You might try propping his crib mattress at a slight angle,
and have you tried swaddling him? My son slept swaddled
until he was pretty big, at least five months old, and it
helped a lot.

Anyway, though, hard as it is, he needs you to respond when
he cries at this stage of his life.

Beth

Donna
January 20th 04, 03:11 PM
"Tig" > wrote in message
...
> after how long of crying should i go and pick him up? my 2 month old will
> not fall asleep in his playpen or crib... only in his carseat... and when
i
> transfer him over he cries and wakes up and wont go to sleep... for the
> past week hes been sleeping in his car seat...

Two months is too early for crying it out. Until about four months old, if
they are crying, they need you, so go fix whatever is wrong. :)

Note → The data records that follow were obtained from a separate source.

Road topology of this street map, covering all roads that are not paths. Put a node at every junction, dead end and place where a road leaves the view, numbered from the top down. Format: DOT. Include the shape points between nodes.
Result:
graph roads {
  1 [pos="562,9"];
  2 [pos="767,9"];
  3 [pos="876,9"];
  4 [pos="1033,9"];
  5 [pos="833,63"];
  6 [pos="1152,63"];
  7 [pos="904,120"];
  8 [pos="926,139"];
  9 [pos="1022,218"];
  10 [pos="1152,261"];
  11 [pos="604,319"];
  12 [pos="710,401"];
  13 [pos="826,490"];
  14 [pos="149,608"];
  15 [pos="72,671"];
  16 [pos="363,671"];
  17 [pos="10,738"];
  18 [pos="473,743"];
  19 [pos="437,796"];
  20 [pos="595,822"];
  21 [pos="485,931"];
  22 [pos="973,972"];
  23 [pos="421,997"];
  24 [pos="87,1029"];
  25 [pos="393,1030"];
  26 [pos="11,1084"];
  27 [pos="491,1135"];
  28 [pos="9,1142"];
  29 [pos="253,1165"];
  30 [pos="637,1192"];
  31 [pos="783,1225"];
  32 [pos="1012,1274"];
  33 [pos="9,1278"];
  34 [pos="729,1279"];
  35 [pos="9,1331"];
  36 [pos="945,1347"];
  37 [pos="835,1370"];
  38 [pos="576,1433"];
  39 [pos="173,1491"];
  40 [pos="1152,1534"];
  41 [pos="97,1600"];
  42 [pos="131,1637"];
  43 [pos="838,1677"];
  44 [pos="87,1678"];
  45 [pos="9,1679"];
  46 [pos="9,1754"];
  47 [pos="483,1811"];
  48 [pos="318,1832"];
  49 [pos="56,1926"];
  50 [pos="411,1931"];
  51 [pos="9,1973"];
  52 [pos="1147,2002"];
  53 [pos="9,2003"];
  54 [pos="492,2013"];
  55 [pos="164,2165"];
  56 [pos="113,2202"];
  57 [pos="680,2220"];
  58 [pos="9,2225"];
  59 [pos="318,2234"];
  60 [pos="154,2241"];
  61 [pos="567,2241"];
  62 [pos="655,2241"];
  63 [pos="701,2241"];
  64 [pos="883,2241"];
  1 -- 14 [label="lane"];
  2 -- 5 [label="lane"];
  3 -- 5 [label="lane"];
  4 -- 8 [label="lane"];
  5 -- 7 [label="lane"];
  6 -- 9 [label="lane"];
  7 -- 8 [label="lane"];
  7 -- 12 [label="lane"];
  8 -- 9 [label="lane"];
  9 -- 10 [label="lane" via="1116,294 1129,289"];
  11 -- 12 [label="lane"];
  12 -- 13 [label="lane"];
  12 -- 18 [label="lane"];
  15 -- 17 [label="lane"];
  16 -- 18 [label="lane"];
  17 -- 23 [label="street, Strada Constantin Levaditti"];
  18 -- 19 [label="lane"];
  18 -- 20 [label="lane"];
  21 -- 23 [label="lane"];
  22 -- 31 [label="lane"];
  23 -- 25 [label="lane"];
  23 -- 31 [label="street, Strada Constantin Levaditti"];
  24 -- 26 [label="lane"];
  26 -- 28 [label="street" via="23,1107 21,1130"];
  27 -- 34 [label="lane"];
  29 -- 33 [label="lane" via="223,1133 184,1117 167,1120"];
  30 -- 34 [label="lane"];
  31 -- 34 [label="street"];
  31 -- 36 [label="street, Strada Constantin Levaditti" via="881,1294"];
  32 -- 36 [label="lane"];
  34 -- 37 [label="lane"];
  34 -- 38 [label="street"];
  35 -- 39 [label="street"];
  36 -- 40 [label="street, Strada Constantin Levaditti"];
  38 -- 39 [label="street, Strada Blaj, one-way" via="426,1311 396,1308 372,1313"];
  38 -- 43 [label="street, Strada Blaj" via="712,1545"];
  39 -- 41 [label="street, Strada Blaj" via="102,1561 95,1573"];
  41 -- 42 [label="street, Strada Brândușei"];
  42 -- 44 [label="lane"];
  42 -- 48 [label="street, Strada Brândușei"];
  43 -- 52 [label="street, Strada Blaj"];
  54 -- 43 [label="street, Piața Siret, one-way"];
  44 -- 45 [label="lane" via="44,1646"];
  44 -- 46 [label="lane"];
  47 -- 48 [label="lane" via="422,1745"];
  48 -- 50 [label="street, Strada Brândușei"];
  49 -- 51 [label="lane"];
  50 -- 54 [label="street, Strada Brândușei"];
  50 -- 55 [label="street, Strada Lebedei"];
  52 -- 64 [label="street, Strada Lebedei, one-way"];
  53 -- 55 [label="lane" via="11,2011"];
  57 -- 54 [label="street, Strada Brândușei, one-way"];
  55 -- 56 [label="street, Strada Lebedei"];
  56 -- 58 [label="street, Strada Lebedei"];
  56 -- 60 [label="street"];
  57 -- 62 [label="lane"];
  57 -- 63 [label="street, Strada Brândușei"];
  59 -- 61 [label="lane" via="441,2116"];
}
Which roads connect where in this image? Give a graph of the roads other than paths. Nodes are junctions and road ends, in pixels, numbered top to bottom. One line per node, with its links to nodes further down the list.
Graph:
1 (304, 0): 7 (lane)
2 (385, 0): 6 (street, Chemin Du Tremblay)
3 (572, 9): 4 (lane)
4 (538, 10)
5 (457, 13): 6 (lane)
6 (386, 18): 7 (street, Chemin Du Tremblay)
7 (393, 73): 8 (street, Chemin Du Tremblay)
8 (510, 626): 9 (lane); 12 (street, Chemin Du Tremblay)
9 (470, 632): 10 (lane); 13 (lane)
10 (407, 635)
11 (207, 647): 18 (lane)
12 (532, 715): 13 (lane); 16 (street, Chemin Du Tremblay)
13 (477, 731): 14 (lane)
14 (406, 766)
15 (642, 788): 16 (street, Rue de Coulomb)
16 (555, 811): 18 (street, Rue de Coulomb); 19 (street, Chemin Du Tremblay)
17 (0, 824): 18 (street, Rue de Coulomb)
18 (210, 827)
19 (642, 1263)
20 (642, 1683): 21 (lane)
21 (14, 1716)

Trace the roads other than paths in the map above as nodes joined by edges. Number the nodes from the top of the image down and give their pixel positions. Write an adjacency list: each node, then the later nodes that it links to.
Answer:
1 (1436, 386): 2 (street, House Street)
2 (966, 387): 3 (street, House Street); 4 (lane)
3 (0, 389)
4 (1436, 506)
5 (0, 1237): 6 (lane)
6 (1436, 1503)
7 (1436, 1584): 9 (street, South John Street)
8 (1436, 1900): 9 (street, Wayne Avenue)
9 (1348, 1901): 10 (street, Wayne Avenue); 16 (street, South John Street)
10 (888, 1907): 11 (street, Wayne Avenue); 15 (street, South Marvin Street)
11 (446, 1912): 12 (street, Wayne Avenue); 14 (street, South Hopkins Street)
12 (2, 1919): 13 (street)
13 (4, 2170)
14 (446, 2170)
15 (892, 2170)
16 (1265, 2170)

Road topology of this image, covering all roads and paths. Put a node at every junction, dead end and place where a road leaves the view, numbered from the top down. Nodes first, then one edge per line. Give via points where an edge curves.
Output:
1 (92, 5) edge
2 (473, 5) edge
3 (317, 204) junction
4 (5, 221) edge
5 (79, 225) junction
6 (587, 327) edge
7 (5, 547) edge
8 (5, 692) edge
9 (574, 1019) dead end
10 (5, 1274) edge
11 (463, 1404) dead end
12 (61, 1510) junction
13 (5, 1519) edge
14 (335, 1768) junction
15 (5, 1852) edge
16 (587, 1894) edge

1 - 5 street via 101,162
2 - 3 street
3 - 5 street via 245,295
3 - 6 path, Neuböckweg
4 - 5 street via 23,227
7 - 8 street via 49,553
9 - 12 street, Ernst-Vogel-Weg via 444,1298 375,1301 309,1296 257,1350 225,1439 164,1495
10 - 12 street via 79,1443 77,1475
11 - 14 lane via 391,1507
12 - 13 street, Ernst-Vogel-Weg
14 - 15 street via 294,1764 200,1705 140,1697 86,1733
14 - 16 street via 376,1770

Hang in there. Just a few more months of this.

Donna

Scott
January 20th 04, 04:28 PM
Donna wrote:
> "Tig" > wrote in message
> ...
>
>>after how long of crying should i go and pick him up? my 2 month old will
>>not fall asleep in his playpen or crib... only in his carseat... and when
>
> i
>
>>transfer him over he cries and wakes up and wont go to sleep... for the
>>past week hes been sleeping in his car seat...
>
>
> Two months is too early for crying it out. Until about four months old, if
> they are crying, they need you, so go fix whatever is wrong. :)
>
> Hang in there. Just a few more months of this.

My kids cried at 2 months for no apparent reason, other than
to let off steam. Or maybe that was at 4 months? Long time
ago. It's not always possible to fix whatever is wrong [I
find this true with pre-teens as well ;) ] If they are dry,
fed, not apparently gassy or being poked by clothing tags,
MHO is that crying isn't gonna cause them any harm.